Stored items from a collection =
━━━━

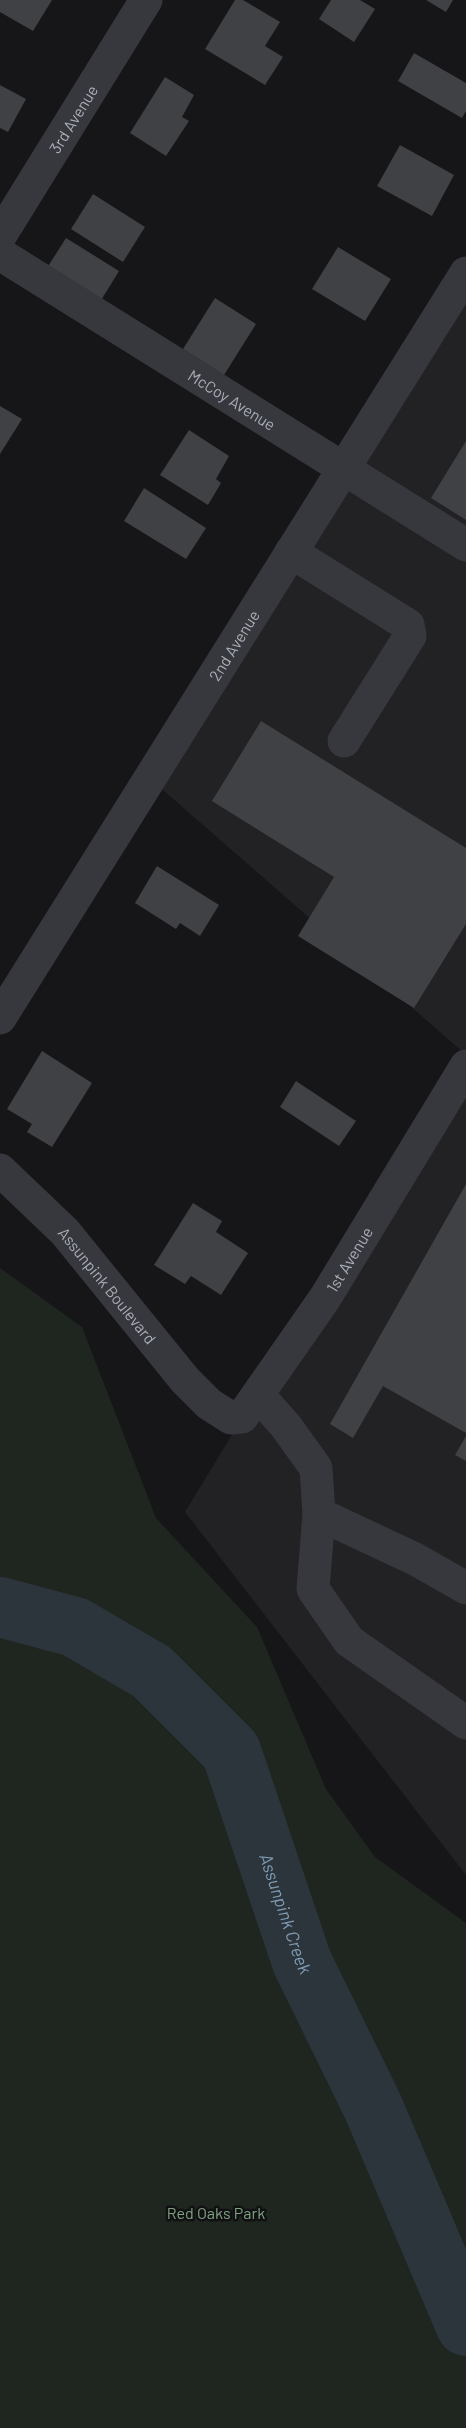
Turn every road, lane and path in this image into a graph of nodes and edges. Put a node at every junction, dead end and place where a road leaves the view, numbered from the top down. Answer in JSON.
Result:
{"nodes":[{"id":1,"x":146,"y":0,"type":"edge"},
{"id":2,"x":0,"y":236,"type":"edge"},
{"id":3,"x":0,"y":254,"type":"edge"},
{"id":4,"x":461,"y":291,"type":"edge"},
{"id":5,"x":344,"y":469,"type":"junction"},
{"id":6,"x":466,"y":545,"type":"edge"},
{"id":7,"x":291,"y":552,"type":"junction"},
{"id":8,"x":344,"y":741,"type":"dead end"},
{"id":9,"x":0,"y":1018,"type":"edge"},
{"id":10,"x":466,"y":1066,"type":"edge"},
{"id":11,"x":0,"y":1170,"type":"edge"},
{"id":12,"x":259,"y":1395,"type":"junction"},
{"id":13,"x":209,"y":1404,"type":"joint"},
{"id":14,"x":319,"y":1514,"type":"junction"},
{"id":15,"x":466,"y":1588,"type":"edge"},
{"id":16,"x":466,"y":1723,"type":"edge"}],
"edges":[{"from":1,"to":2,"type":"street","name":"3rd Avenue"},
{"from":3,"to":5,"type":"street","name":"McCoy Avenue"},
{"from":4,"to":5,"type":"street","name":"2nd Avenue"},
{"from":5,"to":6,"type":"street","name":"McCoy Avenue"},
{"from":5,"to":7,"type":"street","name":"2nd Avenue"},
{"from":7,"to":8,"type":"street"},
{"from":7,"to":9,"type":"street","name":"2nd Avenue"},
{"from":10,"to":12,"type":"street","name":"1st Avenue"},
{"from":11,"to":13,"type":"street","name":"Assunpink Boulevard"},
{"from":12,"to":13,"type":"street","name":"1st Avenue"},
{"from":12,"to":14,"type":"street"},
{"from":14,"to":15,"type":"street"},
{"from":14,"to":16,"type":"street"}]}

━━━━

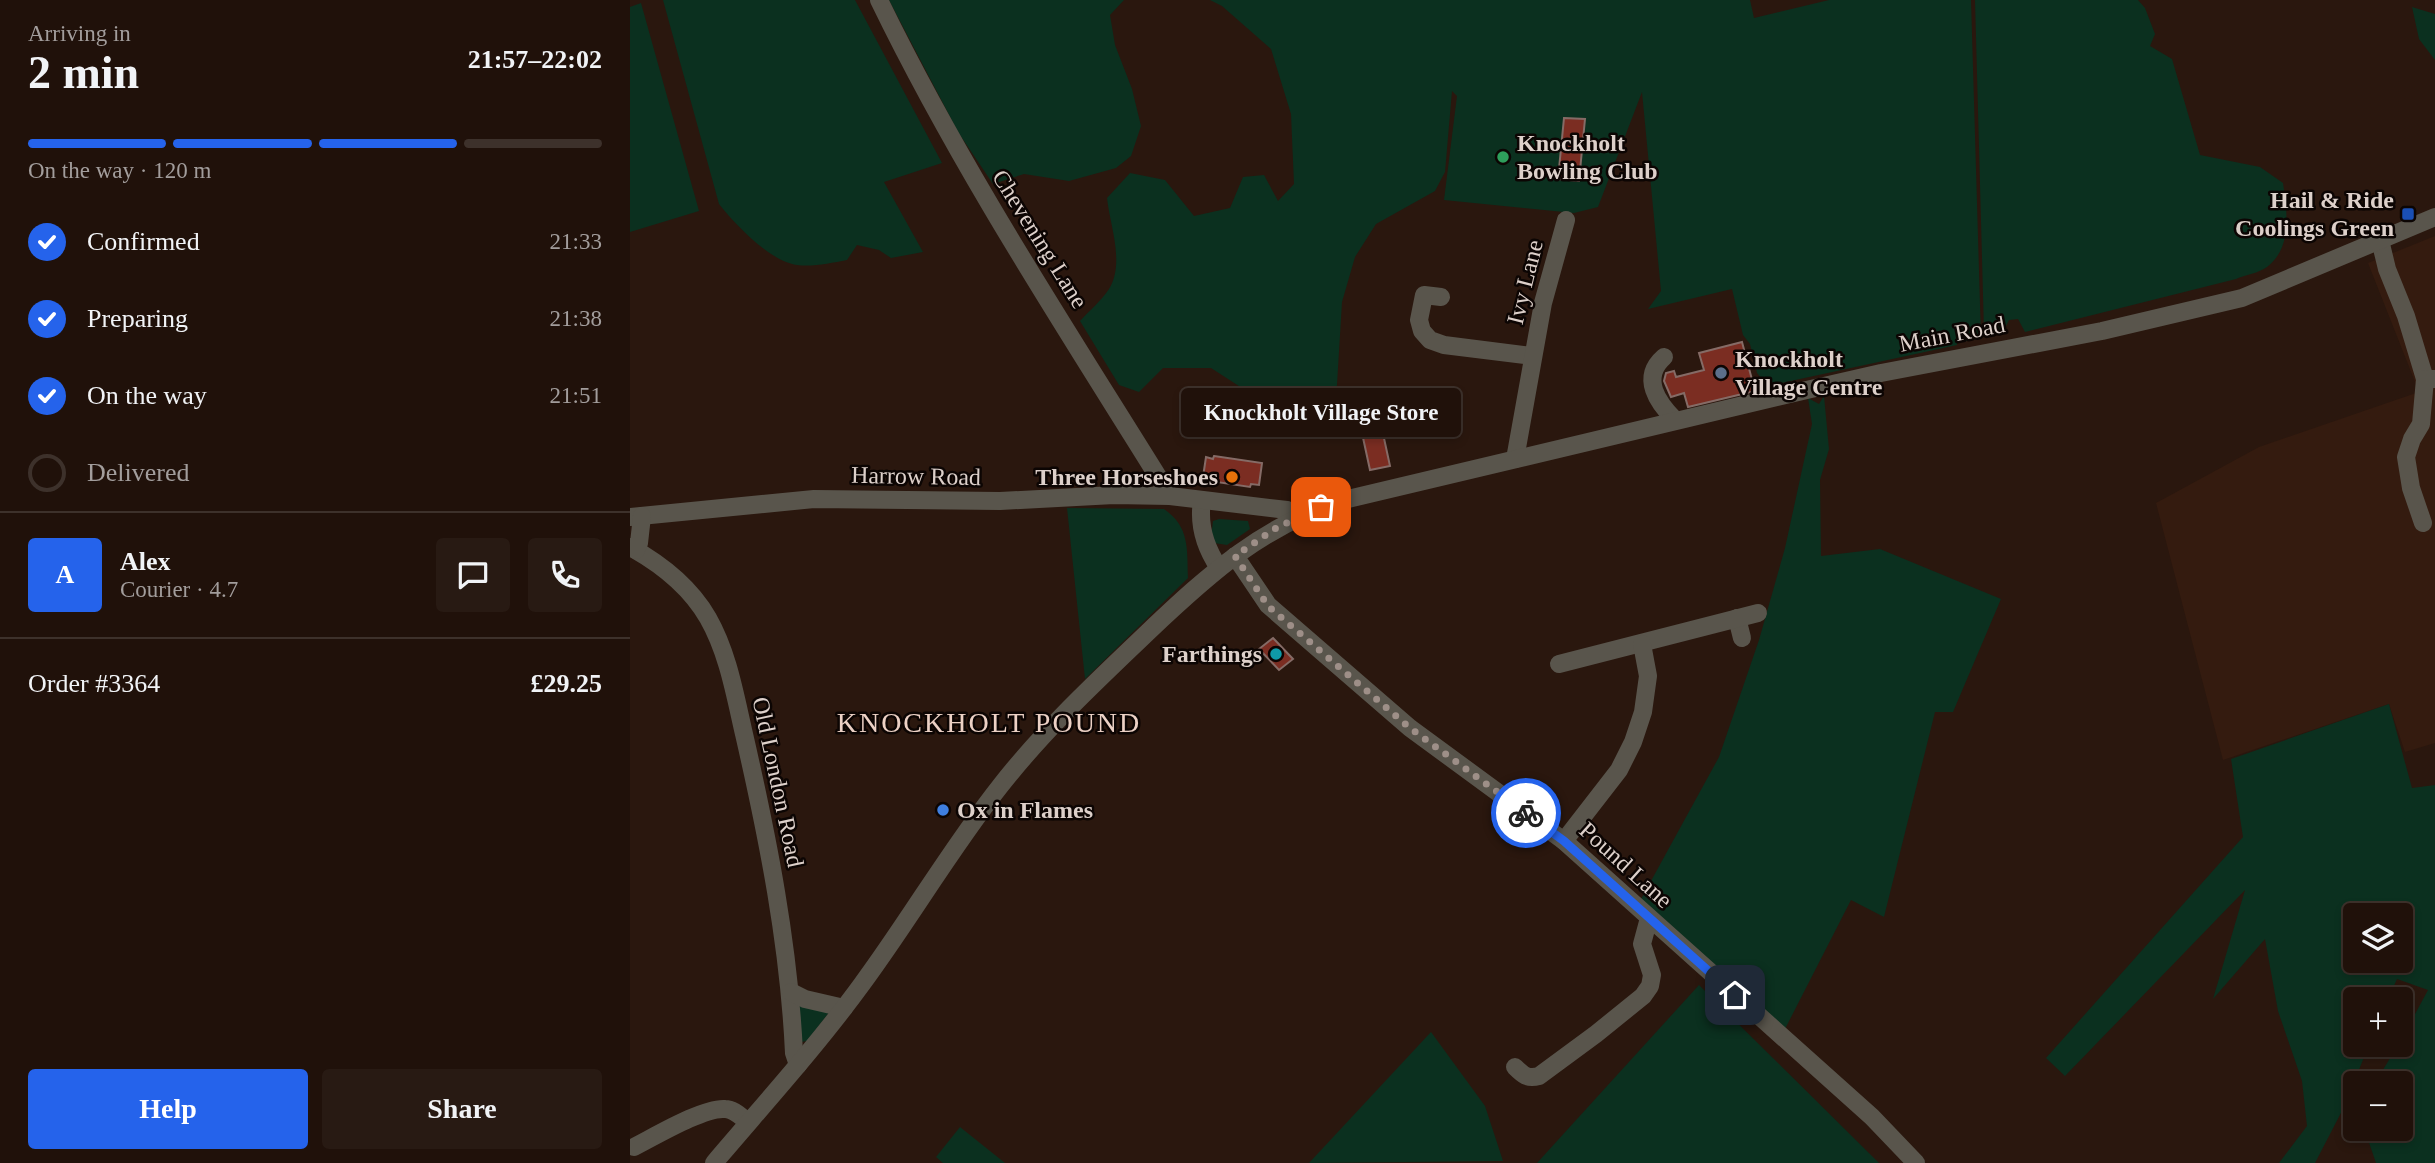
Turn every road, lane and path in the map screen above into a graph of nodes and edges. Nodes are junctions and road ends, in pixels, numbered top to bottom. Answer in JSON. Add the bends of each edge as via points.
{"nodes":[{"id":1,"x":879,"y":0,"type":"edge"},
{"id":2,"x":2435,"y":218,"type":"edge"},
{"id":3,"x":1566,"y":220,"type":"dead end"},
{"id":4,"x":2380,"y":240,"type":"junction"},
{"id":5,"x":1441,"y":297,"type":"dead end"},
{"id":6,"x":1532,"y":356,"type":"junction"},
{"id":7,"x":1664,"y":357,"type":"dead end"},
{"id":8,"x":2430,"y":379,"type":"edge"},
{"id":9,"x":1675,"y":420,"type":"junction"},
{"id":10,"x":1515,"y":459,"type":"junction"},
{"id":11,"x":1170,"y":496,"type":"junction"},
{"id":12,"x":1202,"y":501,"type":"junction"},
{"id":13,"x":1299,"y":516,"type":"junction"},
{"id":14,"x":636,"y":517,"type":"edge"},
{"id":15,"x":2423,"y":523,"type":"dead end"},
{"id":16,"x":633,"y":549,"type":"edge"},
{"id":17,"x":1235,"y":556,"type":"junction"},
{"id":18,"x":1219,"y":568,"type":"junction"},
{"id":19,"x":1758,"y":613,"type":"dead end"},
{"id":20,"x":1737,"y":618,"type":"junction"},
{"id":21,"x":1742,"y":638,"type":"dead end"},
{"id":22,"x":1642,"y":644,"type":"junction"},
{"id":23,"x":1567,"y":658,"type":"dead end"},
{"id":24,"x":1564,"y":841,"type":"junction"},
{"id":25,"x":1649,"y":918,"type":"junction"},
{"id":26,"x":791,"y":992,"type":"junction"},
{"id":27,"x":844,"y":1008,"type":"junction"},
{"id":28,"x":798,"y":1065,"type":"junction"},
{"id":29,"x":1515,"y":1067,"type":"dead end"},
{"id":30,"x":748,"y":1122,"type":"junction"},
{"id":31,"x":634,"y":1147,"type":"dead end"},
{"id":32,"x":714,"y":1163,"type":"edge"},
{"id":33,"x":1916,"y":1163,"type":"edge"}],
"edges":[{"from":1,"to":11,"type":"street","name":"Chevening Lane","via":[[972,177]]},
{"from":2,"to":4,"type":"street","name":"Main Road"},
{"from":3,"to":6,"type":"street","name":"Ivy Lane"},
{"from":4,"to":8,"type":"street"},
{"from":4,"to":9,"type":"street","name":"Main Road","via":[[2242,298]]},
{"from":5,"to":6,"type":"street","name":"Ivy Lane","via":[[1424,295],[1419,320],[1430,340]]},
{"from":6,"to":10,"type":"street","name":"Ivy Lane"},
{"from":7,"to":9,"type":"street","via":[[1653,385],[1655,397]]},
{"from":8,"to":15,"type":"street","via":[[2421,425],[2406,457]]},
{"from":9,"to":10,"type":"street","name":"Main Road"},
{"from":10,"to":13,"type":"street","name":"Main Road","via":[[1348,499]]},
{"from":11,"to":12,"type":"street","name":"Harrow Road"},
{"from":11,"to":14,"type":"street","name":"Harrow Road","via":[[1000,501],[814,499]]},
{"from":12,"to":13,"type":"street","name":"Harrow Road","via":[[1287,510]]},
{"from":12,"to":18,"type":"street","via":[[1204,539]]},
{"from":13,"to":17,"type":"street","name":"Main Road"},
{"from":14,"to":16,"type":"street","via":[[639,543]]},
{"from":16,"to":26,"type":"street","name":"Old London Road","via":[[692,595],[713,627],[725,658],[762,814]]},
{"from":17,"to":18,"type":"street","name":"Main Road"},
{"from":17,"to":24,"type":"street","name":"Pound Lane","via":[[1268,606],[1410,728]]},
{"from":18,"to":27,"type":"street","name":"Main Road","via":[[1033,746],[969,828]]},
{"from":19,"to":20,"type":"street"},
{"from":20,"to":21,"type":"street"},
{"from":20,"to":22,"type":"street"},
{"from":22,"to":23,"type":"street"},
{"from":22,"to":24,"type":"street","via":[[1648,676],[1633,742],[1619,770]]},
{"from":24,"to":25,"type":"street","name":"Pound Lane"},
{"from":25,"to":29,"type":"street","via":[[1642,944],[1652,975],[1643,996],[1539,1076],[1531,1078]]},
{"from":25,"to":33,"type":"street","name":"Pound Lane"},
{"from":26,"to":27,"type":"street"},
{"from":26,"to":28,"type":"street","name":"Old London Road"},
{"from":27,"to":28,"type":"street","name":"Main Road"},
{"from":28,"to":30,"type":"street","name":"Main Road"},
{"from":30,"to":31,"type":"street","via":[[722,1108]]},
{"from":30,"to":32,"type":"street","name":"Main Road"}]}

━━━━

WHAT TO DO = Every line above with the word "JSON" belongs in the answer, copied as written.

RESULT =
Turn every road, lane and path in this image into a graph of nodes and edges. Put a node at every junction, dead end and place where a road leaves the view, numbered from the top down. Answer in JSON.
Turn every road, lane and path in the map screen above into a graph of nodes and edges. Nodes are junctions and road ends, in pixels, numbered top to bottom. Answer in JSON. Add the bends of each edge as via points.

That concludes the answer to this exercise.